ECMO Flow as a Sign of Intraabdominal Hemorrhage After Prolonged CPR.

ASAIO J

From the Division of Cardiovascular and Thoracic Surgery, Department of Surgery, Duke University Medical Center, Durham, North Carolina.

Published: August 2019

Although life-saving, cardiopulmonary resuscitation (CPR) has been associated with traumatic injuries in adult patients surviving cardiac arrest. In addition to rib and sternal fractures, intraabdominal injuries have also been shown to occur, particularly after prolonged external cardiac massage. Early detection of these injuries remains difficult and is often masked by concomitant hemodynamic instability and the higher likelihood of other injuries such as retroperitoneal hemorrhage. Accurate diagnosis is further complicated when venoarterial (VA) extracorporeal membrane oxygenation (ECMO) is instituted.

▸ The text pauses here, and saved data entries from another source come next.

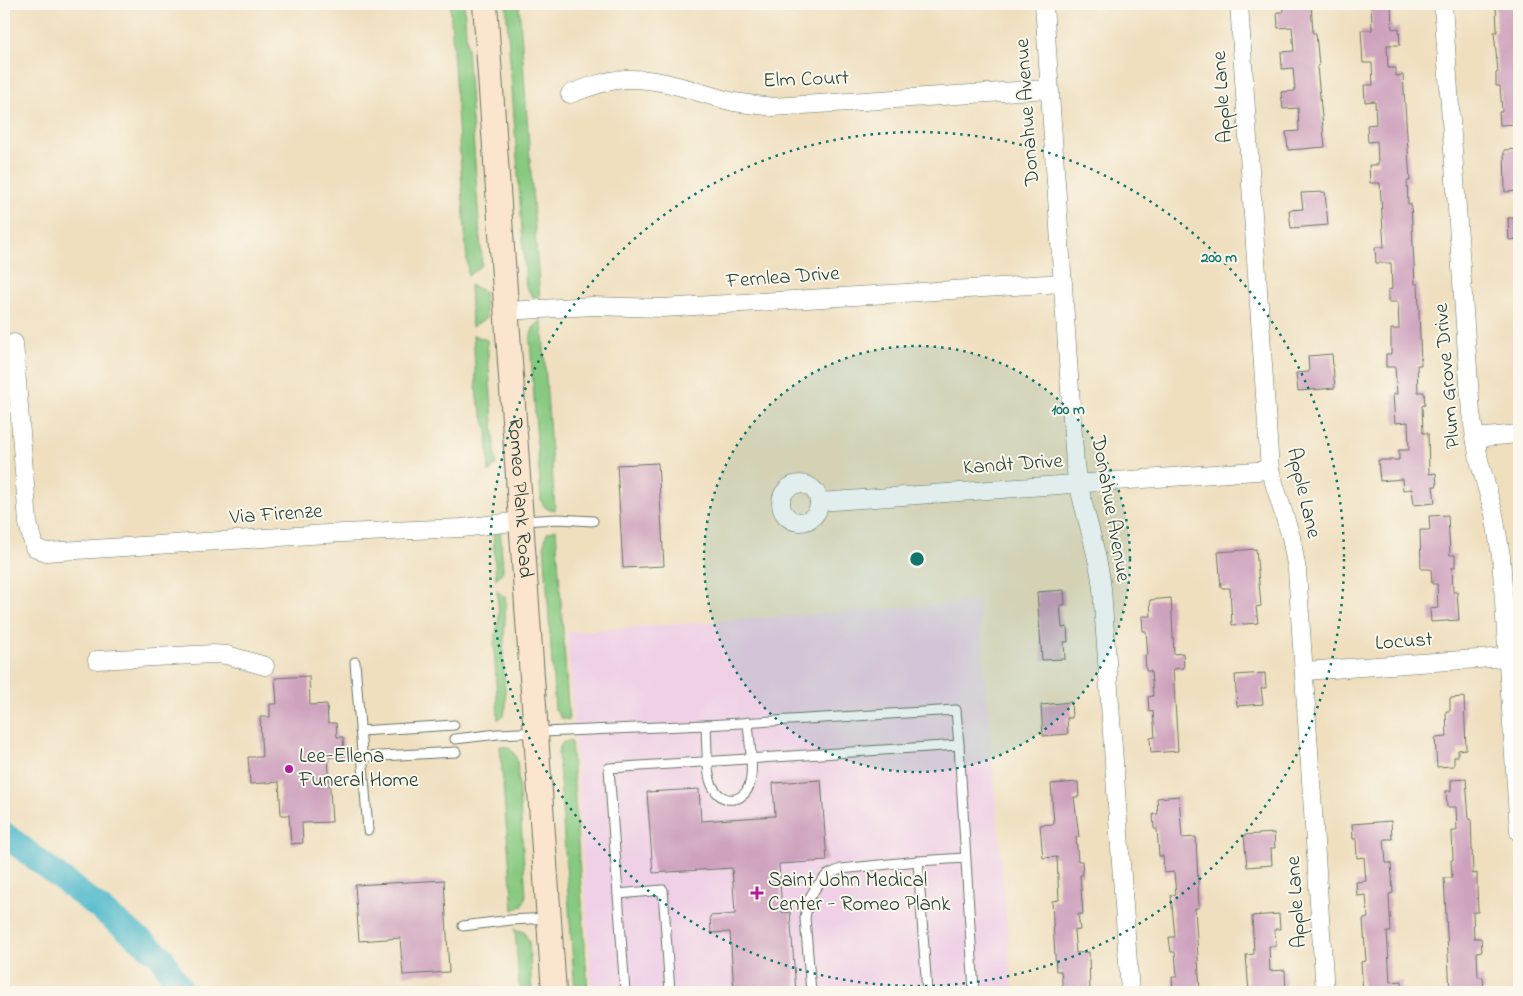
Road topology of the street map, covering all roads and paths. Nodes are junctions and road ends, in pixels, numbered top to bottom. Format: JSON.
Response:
{"nodes":[{"id":1,"x":485,"y":4,"type":"edge"},
{"id":2,"x":1044,"y":4,"type":"edge"},
{"id":3,"x":1240,"y":4,"type":"edge"},
{"id":4,"x":1443,"y":4,"type":"edge"},
{"id":5,"x":1049,"y":89,"type":"junction"},
{"id":6,"x":570,"y":94,"type":"dead end"},
{"id":7,"x":1063,"y":283,"type":"junction"},
{"id":8,"x":506,"y":311,"type":"junction"},
{"id":9,"x":14,"y":343,"type":"dead end"},
{"id":10,"x":1519,"y":434,"type":"edge"},
{"id":11,"x":1474,"y":438,"type":"junction"},
{"id":12,"x":1270,"y":470,"type":"junction"},
{"id":13,"x":1078,"y":483,"type":"junction"},
{"id":14,"x":819,"y":502,"type":"dead end"},
{"id":15,"x":521,"y":521,"type":"junction"},
{"id":16,"x":594,"y":521,"type":"dead end"},
{"id":17,"x":1507,"y":657,"type":"junction"},
{"id":18,"x":97,"y":660,"type":"dead end"},
{"id":19,"x":356,"y":662,"type":"dead end"},
{"id":20,"x":265,"y":666,"type":"dead end"},
{"id":21,"x":1304,"y":671,"type":"junction"},
{"id":22,"x":748,"y":722,"type":"junction"},
{"id":23,"x":454,"y":725,"type":"dead end"},
{"id":24,"x":706,"y":725,"type":"junction"},
{"id":25,"x":360,"y":731,"type":"junction"},
{"id":26,"x":536,"y":732,"type":"junction"},
{"id":27,"x":455,"y":739,"type":"dead end"},
{"id":28,"x":958,"y":745,"type":"junction"},
{"id":29,"x":456,"y":752,"type":"dead end"},
{"id":30,"x":362,"y":757,"type":"junction"},
{"id":31,"x":750,"y":758,"type":"junction"},
{"id":32,"x":708,"y":761,"type":"junction"},
{"id":33,"x":368,"y":830,"type":"dead end"},
{"id":34,"x":1519,"y":832,"type":"edge"},
{"id":35,"x":966,"y":858,"type":"junction"},
{"id":36,"x":918,"y":861,"type":"junction"},
{"id":37,"x":618,"y":894,"type":"junction"},
{"id":38,"x":549,"y":918,"type":"junction"},
{"id":39,"x":463,"y":926,"type":"dead end"},
{"id":40,"x":554,"y":992,"type":"edge"},
{"id":41,"x":625,"y":992,"type":"edge"},
{"id":42,"x":670,"y":992,"type":"edge"},
{"id":43,"x":811,"y":992,"type":"edge"},
{"id":44,"x":927,"y":992,"type":"edge"},
{"id":45,"x":974,"y":992,"type":"edge"},
{"id":46,"x":1130,"y":992,"type":"edge"},
{"id":47,"x":1325,"y":992,"type":"edge"}],
"edges":[{"from":1,"to":8,"type":"main road","name":"Romeo Plank Road"},
{"from":2,"to":5,"type":"street","name":"Donahue Avenue"},
{"from":3,"to":12,"type":"street","name":"Apple Lane"},
{"from":4,"to":11,"type":"street","name":"Plum Grove Drive"},
{"from":5,"to":6,"type":"street","name":"Elm Court"},
{"from":5,"to":7,"type":"street","name":"Donahue Avenue"},
{"from":7,"to":8,"type":"street","name":"Fernlea Drive"},
{"from":7,"to":13,"type":"street","name":"Donahue Avenue"},
{"from":8,"to":15,"type":"main road","name":"Romeo Plank Road"},
{"from":9,"to":15,"type":"street","name":"Via Firenze"},
{"from":10,"to":11,"type":"street"},
{"from":11,"to":17,"type":"street","name":"Plum Grove Drive"},
{"from":12,"to":13,"type":"street","name":"Kandt Drive"},
{"from":12,"to":21,"type":"street","name":"Apple Lane"},
{"from":13,"to":14,"type":"street","name":"Kandt Drive"},
{"from":13,"to":46,"type":"street","name":"Donahue Avenue"},
{"from":15,"to":16,"type":"lane"},
{"from":15,"to":26,"type":"main road","name":"Romeo Plank Road"},
{"from":17,"to":21,"type":"street","name":"Locust"},
{"from":17,"to":34,"type":"street","name":"Plum Grove Drive"},
{"from":18,"to":20,"type":"street"},
{"from":19,"to":25,"type":"lane"},
{"from":21,"to":47,"type":"street","name":"Apple Lane"},
{"from":22,"to":24,"type":"lane"},
{"from":22,"to":28,"type":"lane"},
{"from":22,"to":31,"type":"lane"},
{"from":23,"to":25,"type":"lane"},
{"from":24,"to":26,"type":"lane"},
{"from":24,"to":32,"type":"lane"},
{"from":25,"to":30,"type":"lane"},
{"from":26,"to":27,"type":"lane"},
{"from":26,"to":38,"type":"main road","name":"Romeo Plank Road"},
{"from":28,"to":31,"type":"lane"},
{"from":28,"to":35,"type":"lane"},
{"from":29,"to":30,"type":"lane"},
{"from":30,"to":33,"type":"lane"},
{"from":31,"to":32,"type":"lane"},
{"from":31,"to":32,"type":"lane"},
{"from":32,"to":37,"type":"lane"},
{"from":35,"to":36,"type":"lane"},
{"from":35,"to":45,"type":"lane"},
{"from":36,"to":43,"type":"lane"},
{"from":36,"to":44,"type":"lane"},
{"from":37,"to":41,"type":"lane"},
{"from":37,"to":42,"type":"lane"},
{"from":38,"to":39,"type":"lane"},
{"from":38,"to":40,"type":"main road","name":"Romeo Plank Road"}]}
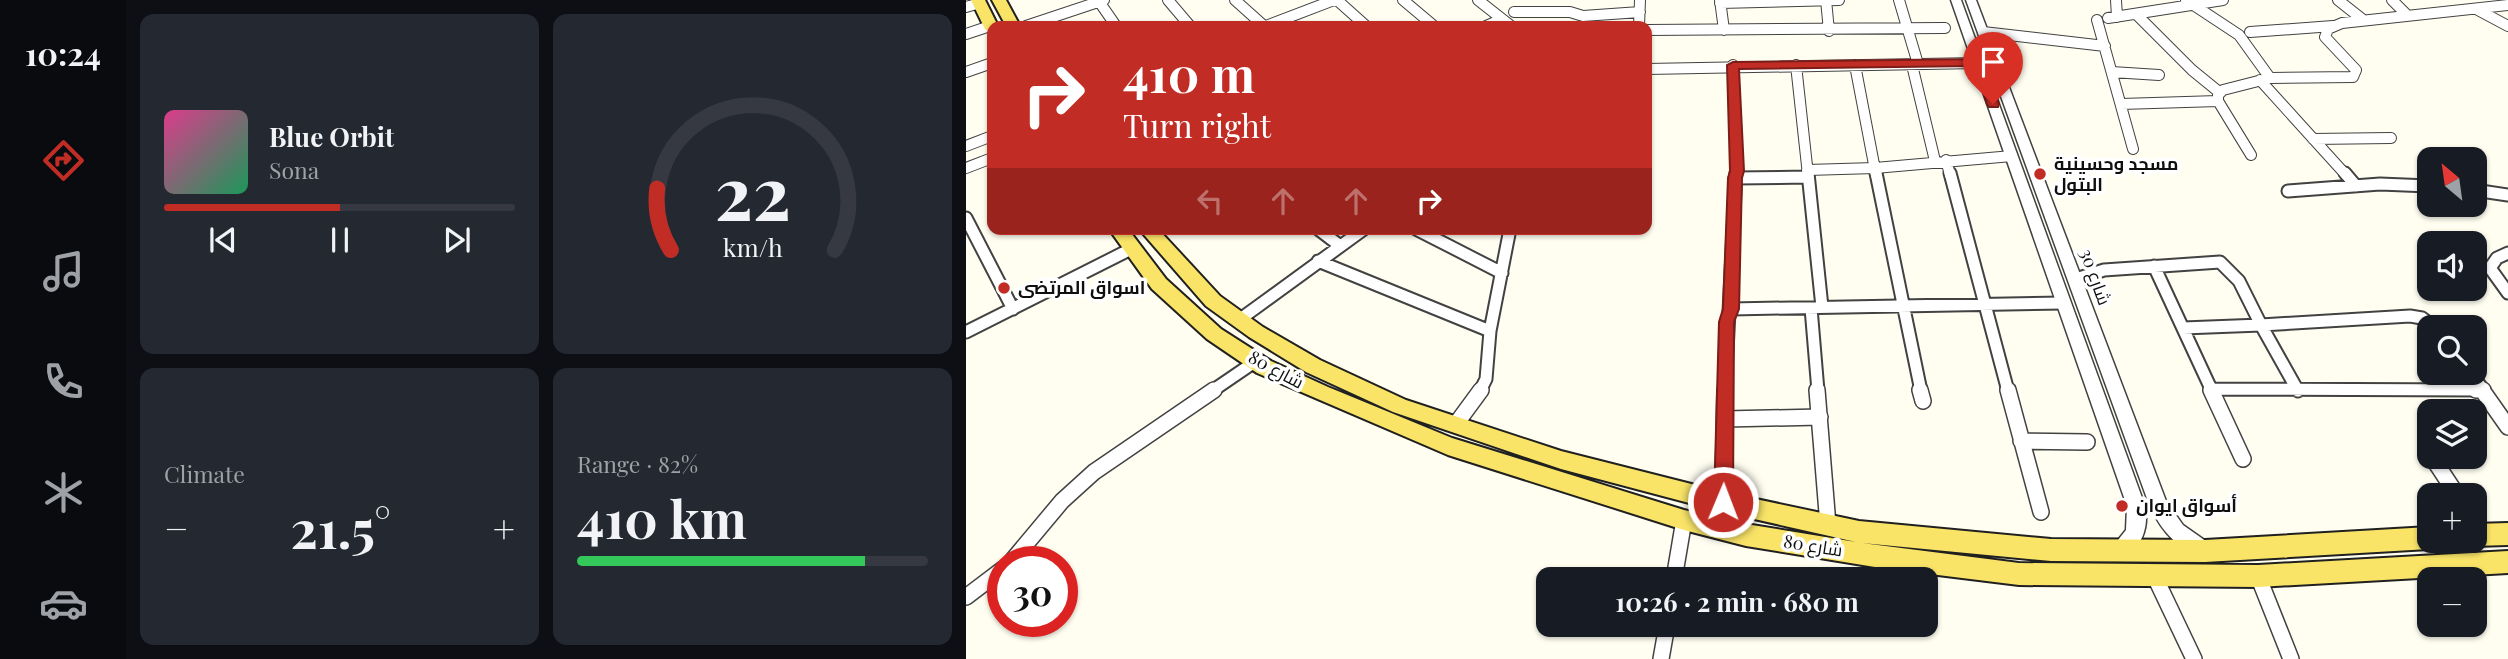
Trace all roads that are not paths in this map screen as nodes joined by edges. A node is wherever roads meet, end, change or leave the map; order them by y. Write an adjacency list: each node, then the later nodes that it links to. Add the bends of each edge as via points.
1 (999, 0): 39 (main road)
2 (1168, 0): 42 (street)
3 (1235, 0): 43 (street)
4 (1307, 0): 27 (street)
5 (1336, 0): 27 (street); 46 (street)
6 (1403, 0): 47 (street)
7 (1478, 0): 48 (street)
8 (1518, 0): 29 (street)
9 (1573, 0): 30 (street)
10 (1640, 0): 31 (street)
11 (1827, 0): 12 (street); 22 (street); 59 (street)
12 (1839, 0)
13 (1899, 0): 56 (street)
14 (1956, 0): 64 (street)
15 (1971, 0): 60 (street, شارع 30)
16 (2116, 0): 35 (street)
17 (2223, 0): 24 (street)
18 (2338, 0): 37 (street)
19 (2392, 0): 33 (street)
20 (2460, 0): 28 (street)
21 (1100, 1): 40 (street); 41 (street)
22 (1771, 1): 23 (street)
23 (1720, 2): 58 (street)
24 (2190, 2): 32 (street); 74 (street, via 2239,35)
25 (975, 4): 38 (main road)
26 (2508, 5): 28 (street)
27 (1315, 7): 36 (street)
28 (2468, 8): 33 (street); 53 (street)
29 (1514, 12): 30 (street); 49 (street)
30 (1570, 12): 34 (street)
31 (1640, 12): 34 (street); 51 (street)
32 (2136, 14): 35 (street); 76 (street)
33 (2407, 15): 37 (street)
34 (1583, 16): 50 (street)
35 (2108, 18): 63 (street)
36 (1286, 19): 44 (street); 45 (street)
37 (2362, 19): 52 (street)
38 (987, 21)
39 (1010, 21)
40 (1041, 21)
41 (1113, 21)
42 (1186, 21)
43 (1259, 21)
44 (1280, 21)
45 (1288, 21)
46 (1359, 21)
47 (1428, 21)
48 (1503, 21)
49 (1509, 21)
50 (1582, 21)
51 (1639, 21)
52 (2333, 26): 61 (street); 74 (street, via 2325,37 2356,70 2353,77)
53 (2508, 26)
54 (987, 28): 62 (street)
55 (1945, 28): 56 (street)
56 (1909, 29): 59 (street); 69 (street)
57 (1652, 30): 58 (street)
58 (1724, 30): 59 (street)
59 (1829, 31)
60 (1983, 32): 63 (street); 75 (street, شارع 30)
61 (2250, 32)
62 (966, 34)
63 (2105, 46): 72 (street)
64 (1978, 62): 69 (street); 77 (street)
65 (987, 65): 71 (street)
66 (1733, 65): 67 (street); 70 (street); 91 (street)
67 (1796, 65): 68 (street); 90 (street)
68 (1855, 65): 69 (street); 89 (street)
69 (1915, 65): 87 (street)
70 (1652, 69)
71 (966, 72)
72 (2112, 72): 73 (street); 78 (street)
73 (2159, 75)
74 (2265, 79): 76 (street); 81 (street)
75 (2008, 97): 77 (street); 110 (street, شارع 30)
76 (2219, 97): 78 (street); 84 (street)
77 (1991, 98): 85 (street)
78 (2121, 104): 83 (street)
79 (987, 138): 82 (street)
80 (2390, 138): 81 (street)
81 (2313, 139): 92 (street)
82 (966, 146)
83 (2133, 149)
84 (2251, 155)
85 (2011, 156): 87 (street); 112 (street)
86 (987, 160): 88 (street)
87 (1940, 160): 89 (street); 113 (street)
88 (966, 168)
89 (1875, 168): 90 (street); 114 (street)
90 (1807, 173): 91 (street); 115 (street)
91 (1735, 178): 117 (street)
92 (2356, 186): 93 (street); 94 (street)
93 (2417, 186)
94 (2288, 191)
95 (2487, 192): 96 (street)
96 (2508, 195)
97 (966, 218): 116 (street)
98 (1122, 235): 105 (main road, شارع 80)
99 (1153, 235): 119 (main road, شارع 80, via 1213,301)
100 (1326, 235): 104 (street)
101 (1355, 235): 104 (street)
102 (1427, 235): 109 (street)
103 (1509, 235): 109 (street)
104 (1339, 245): 107 (street)
105 (1131, 249): 116 (street); 124 (main road, شارع 80, via 1159,284 1213,334)
106 (2508, 253): 111 (street, via 2490,268)
107 (1318, 261): 119 (street); 122 (street)
108 (2154, 266): 110 (street, via 2104,270); 120 (street, via 2225,263 2247,293); 121 (street)
109 (1502, 274): 122 (street)
110 (2076, 279): 139 (street, شارع 30)
111 (2508, 293)
112 (2063, 303): 113 (street); 140 (street)
113 (1984, 305): 114 (street); 134 (street)
114 (1901, 306): 115 (street); 129 (street)
115 (1817, 308): 117 (street); 130 (street)
116 (1013, 309): 123 (street)
117 (1731, 309): 131 (street)
118 (2417, 317): 120 (street)
119 (1239, 320): 132 (main road, شارع 80, via 1313,366 1400,406)
120 (2261, 325): 121 (street); 128 (street)
121 (2183, 328): 126 (street)
122 (1490, 331): 132 (street, via 1482,389)
123 (966, 332)
124 (1256, 362): 141 (main road, شارع 80, via 1448,446); 146 (street, via 1094,472)
125 (2479, 385): 127 (street)
126 (2211, 389): 128 (street); 136 (street)
127 (2483, 390): 128 (street); 133 (street)
128 (2298, 391)
129 (1923, 401)
130 (1819, 417): 131 (street); 142 (street)
131 (1725, 419): 137 (street)
132 (1456, 425): 137 (main road, شارع 80, via 1561,460)
133 (2508, 427)
134 (2021, 441): 135 (street); 138 (street)
135 (2087, 442)
136 (2243, 459)
137 (1723, 502): 142 (main road, شارع 80)
138 (2041, 512)
139 (2163, 515): 140 (street, via 2152,522); 148 (street, شارع 30, via 2180,536)
140 (2138, 517): 147 (street, via 2134,536)
141 (1684, 520): 150 (street); 151 (main road, شارع 80, via 1881,557 2020,574)
142 (1828, 525): 147 (main road, شارع 80, via 2038,549)
143 (2487, 532): 144 (main road)
144 (2508, 534)
145 (2417, 539): 148 (main road, شارع 80)
146 (1024, 546)
147 (2120, 550): 148 (main road, شارع 80)
148 (2205, 551)
149 (2508, 562): 152 (main road, شارع 80)
150 (1676, 567)
151 (2154, 575): 152 (main road, شارع 80); 157 (street)
152 (2258, 576): 158 (street)
153 (987, 581): 154 (street)
154 (966, 597)
155 (1665, 637): 156 (street)
156 (1661, 659)
157 (2194, 659)
158 (2291, 659)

As such, it is imperative for ECMO providers to maintain a high index of suspicion for intraabdominal/intraperitoneal solid organ injury and hemoperitoneum when managing patients who survive prolonged cardiac arrest. Furthermore, fluctuating or low ECMO circuit flow rates despite volume infusion may serve as indicators of intraabdominal bleeding and should be promptly assessed.